PROBLEM:
Set down exactly the lines below, starting at the one that contains "middle mcp: (81, 451)" and ending at the one that contains "pinky pip: (524, 418)", with both of those lines included and nothing else.

Saved data entries:
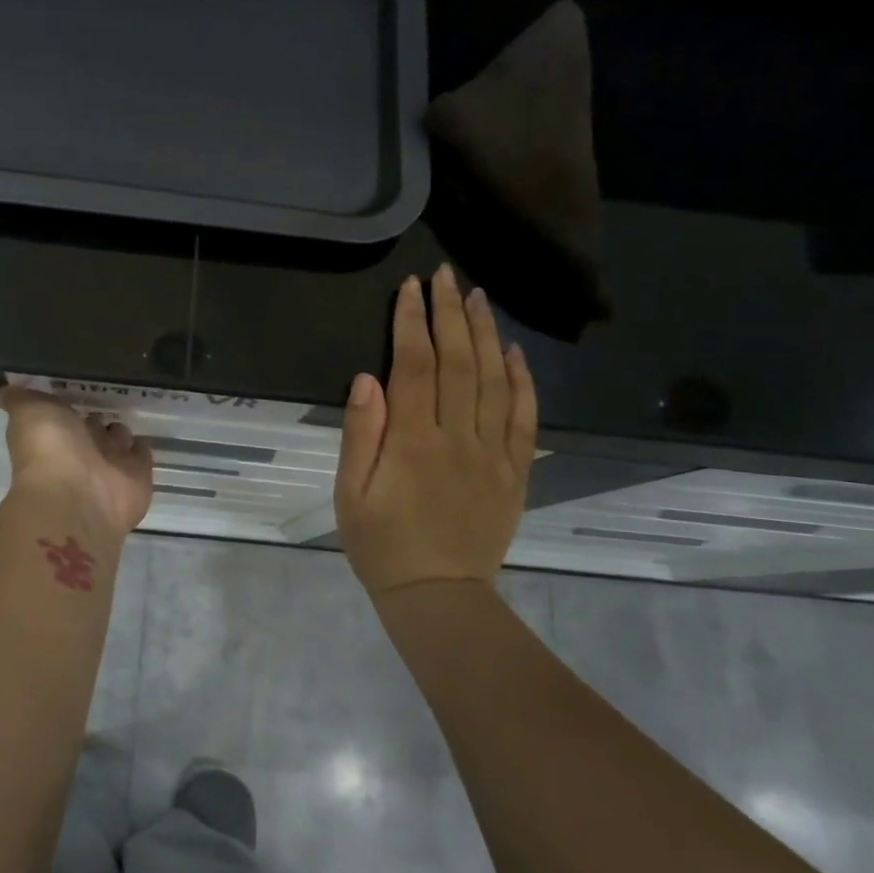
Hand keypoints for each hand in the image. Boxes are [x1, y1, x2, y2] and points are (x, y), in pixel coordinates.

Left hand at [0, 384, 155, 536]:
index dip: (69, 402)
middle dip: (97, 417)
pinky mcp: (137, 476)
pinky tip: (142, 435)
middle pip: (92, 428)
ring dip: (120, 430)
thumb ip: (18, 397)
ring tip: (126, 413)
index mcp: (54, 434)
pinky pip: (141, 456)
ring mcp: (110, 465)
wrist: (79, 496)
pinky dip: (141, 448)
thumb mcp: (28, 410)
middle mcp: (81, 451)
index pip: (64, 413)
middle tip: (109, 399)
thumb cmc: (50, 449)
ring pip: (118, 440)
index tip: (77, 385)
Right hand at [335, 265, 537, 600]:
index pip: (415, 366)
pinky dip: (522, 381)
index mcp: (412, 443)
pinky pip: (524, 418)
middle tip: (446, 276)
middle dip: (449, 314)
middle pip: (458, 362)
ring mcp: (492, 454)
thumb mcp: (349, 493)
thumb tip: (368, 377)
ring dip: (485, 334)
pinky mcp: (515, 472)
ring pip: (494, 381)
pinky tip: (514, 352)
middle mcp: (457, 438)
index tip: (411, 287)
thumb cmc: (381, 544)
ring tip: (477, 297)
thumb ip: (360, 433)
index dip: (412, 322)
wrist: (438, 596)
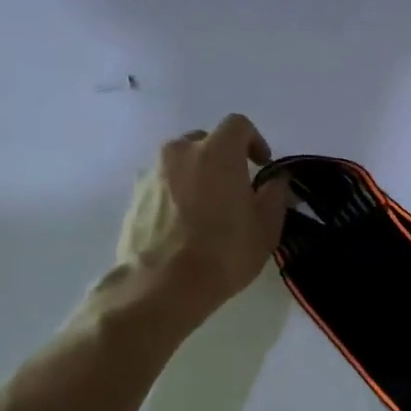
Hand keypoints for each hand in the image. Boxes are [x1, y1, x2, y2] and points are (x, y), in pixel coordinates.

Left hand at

* * *

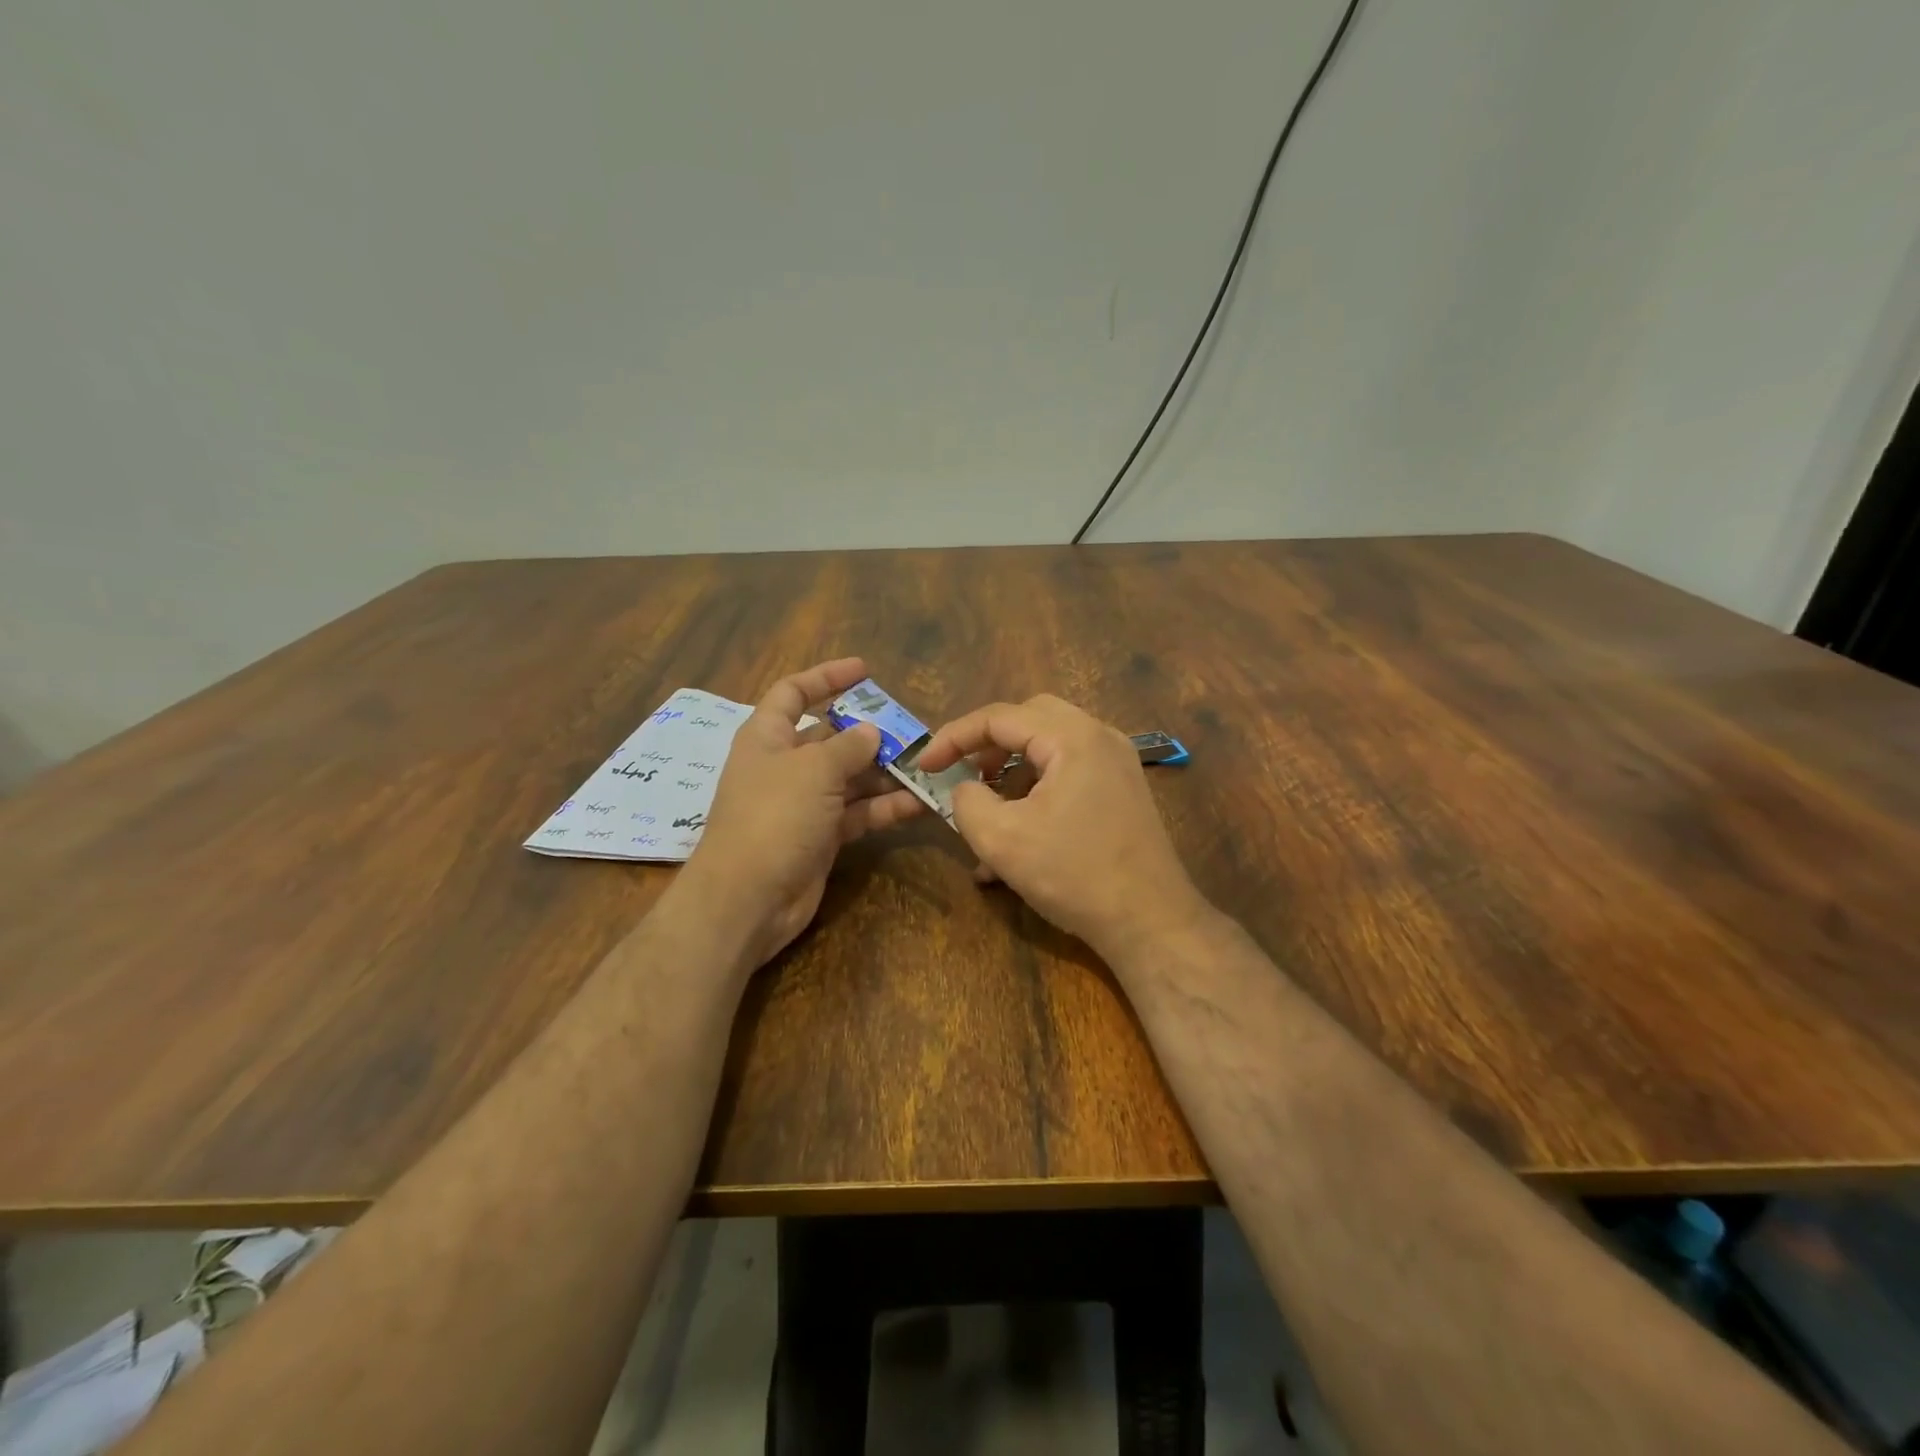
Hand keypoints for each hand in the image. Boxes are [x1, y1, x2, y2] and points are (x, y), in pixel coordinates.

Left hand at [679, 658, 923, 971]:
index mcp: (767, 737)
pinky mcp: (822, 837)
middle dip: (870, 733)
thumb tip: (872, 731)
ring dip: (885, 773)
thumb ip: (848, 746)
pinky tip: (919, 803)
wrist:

RESPONSE TO THE EXERCISE:
middle mcp: (81, 451)
index pip: (64, 413)
middle tip: (109, 399)
thumb cmc: (50, 449)
ring pip: (118, 440)
index tip: (77, 385)
Right hand at [335, 265, 537, 600]:
index pip: (415, 366)
pinky dip: (522, 381)
index mcp: (412, 443)
pinky pip: (524, 418)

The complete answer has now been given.